Aus dem Divan - Bald

Bald haßt man mich, bald bin ich der Verehrte,
Bald der Begehrende, bald der Begehrte;
Bald glückt es mir, die Sinne zu besiegen,
Bald siegen sie, und ich muß unterliegen;
Bald bin ich Joseph, der in Schönheit pranget,
Bald bin ich Jakob, der in Trauer banget;
Bald reißt mir Liebe die Geduld in Stücke,
Bald füg' ich mich, wie Job dem bösen Glücke.

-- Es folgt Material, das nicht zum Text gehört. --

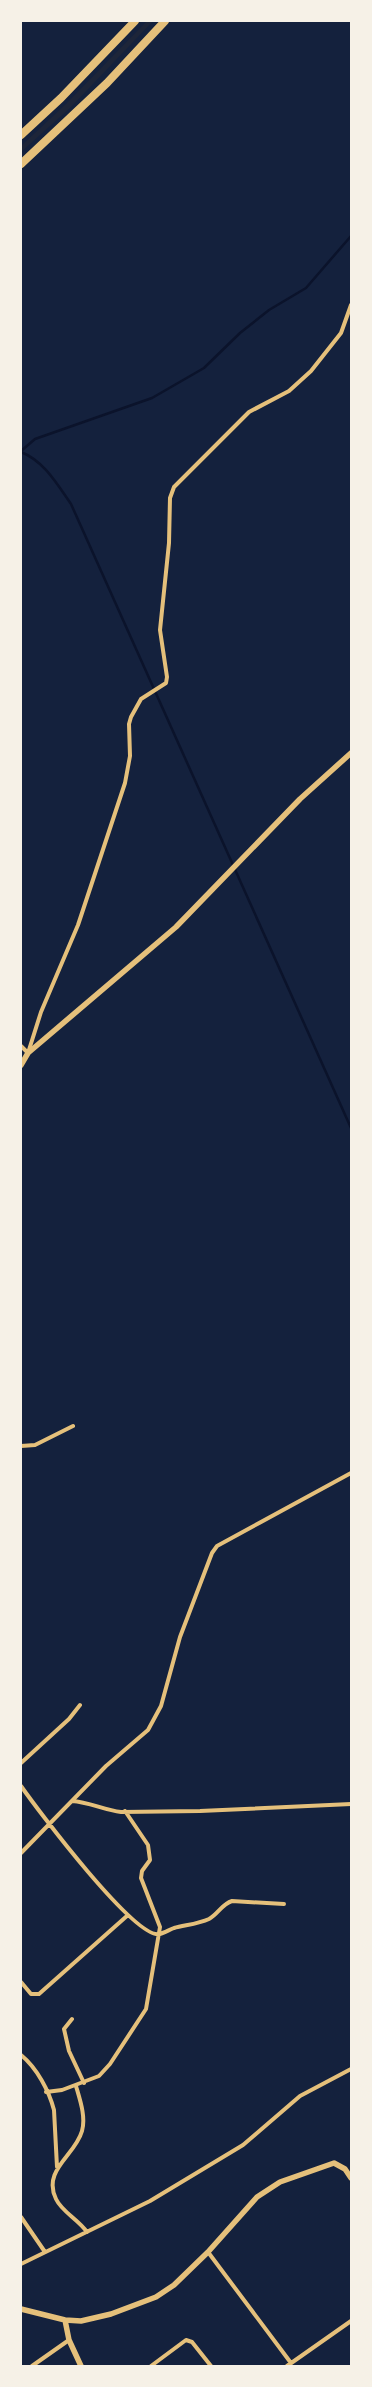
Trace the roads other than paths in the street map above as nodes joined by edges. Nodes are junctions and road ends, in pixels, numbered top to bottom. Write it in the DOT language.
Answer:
graph roads {
  1 [pos="135,21"];
  2 [pos="165,21"];
  3 [pos="21,135"];
  4 [pos="21,164"];
  5 [pos="351,305"];
  6 [pos="351,753"];
  7 [pos="21,1046"];
  8 [pos="28,1053"];
  9 [pos="21,1065"];
  10 [pos="73,1426"];
  11 [pos="21,1446"];
  12 [pos="351,1473"];
  13 [pos="80,1705"];
  14 [pos="21,1763"];
  15 [pos="21,1786"];
  16 [pos="72,1802"];
  17 [pos="351,1804"];
  18 [pos="125,1812"];
  19 [pos="50,1826"];
  20 [pos="21,1853"];
  21 [pos="284,1904"];
  22 [pos="128,1915"];
  23 [pos="159,1935"];
  24 [pos="21,1982"];
  25 [pos="72,2020"];
  26 [pos="21,2055"];
  27 [pos="351,2069"];
  28 [pos="84,2083"];
  29 [pos="76,2086"];
  30 [pos="46,2092"];
  31 [pos="56,2168"];
  32 [pos="351,2177"];
  33 [pos="21,2217"];
  34 [pos="87,2232"];
  35 [pos="45,2252"];
  36 [pos="208,2252"];
  37 [pos="21,2264"];
  38 [pos="21,2309"];
  39 [pos="66,2320"];
  40 [pos="351,2321"];
  41 [pos="69,2340"];
  42 [pos="289,2364"];
  43 [pos="32,2366"];
  44 [pos="81,2366"];
  45 [pos="152,2366"];
  46 [pos="211,2366"];
  1 -- 3 [label="highway"];
  2 -- 4 [label="highway"];
  5 -- 8 [label="street"];
  6 -- 8 [label="street"];
  7 -- 8 [label="street"];
  8 -- 9 [label="street"];
  10 -- 11 [label="street"];
  12 -- 16 [label="street"];
  13 -- 14 [label="street"];
  15 -- 19 [label="street"];
  16 -- 18 [label="street"];
  16 -- 19 [label="street"];
  17 -- 18 [label="street"];
  18 -- 23 [label="street"];
  19 -- 20 [label="street"];
  19 -- 22 [label="street"];
  21 -- 23 [label="street"];
  22 -- 23 [label="street"];
  22 -- 24 [label="street"];
  23 -- 28 [label="street"];
  25 -- 28 [label="street"];
  26 -- 30 [label="street"];
  27 -- 34 [label="street"];
  28 -- 29 [label="street"];
  29 -- 30 [label="street"];
  29 -- 31 [label="street"];
  30 -- 31 [label="street"];
  31 -- 34 [label="street"];
  32 -- 36 [label="street"];
  33 -- 35 [label="street"];
  34 -- 35 [label="street"];
  35 -- 37 [label="street"];
  36 -- 39 [label="street"];
  36 -- 42 [label="street"];
  38 -- 39 [label="street"];
  39 -- 41 [label="street"];
  40 -- 42 [label="street"];
  41 -- 43 [label="street"];
  41 -- 44 [label="street"];
  45 -- 46 [label="street"];
}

Bald bin ich hohl wie Flöten, bald erfüllet,
Bald sinnlos, und in Weindunst bald gehüllet;
Bald macht ein Goldstück mich ins Feuer rennen,
Bald eine Silberbrust wie Gold mich brennen;
Bald reite ich auf eines Dives Rücken,
Bald neidet Job die Reize, die mich schmücken; Job, Hiob, nicht allein durch seine Leiden, sondern auch durch seine wunderbaren Reize bei den Mohammedanern ein Gegenstand der Verehrung.
Bald richtet sich auf Andacht all mein Streben,
Bald hab' ich sünd'gem Frevel mich ergeben;
Bald bin ich Wolf, bald Löwe und bald Schlange,
Bald bin ich Mensch und liebe und verlange;
Bald bin ich strenge, häßlich, rauh von Sitten,
Bald bin ich reizend, sanft und wohl gelitten;
Bald ist von Schande frei des Weisen Leben,
Bald ist er ganz der Schande preisgegeben.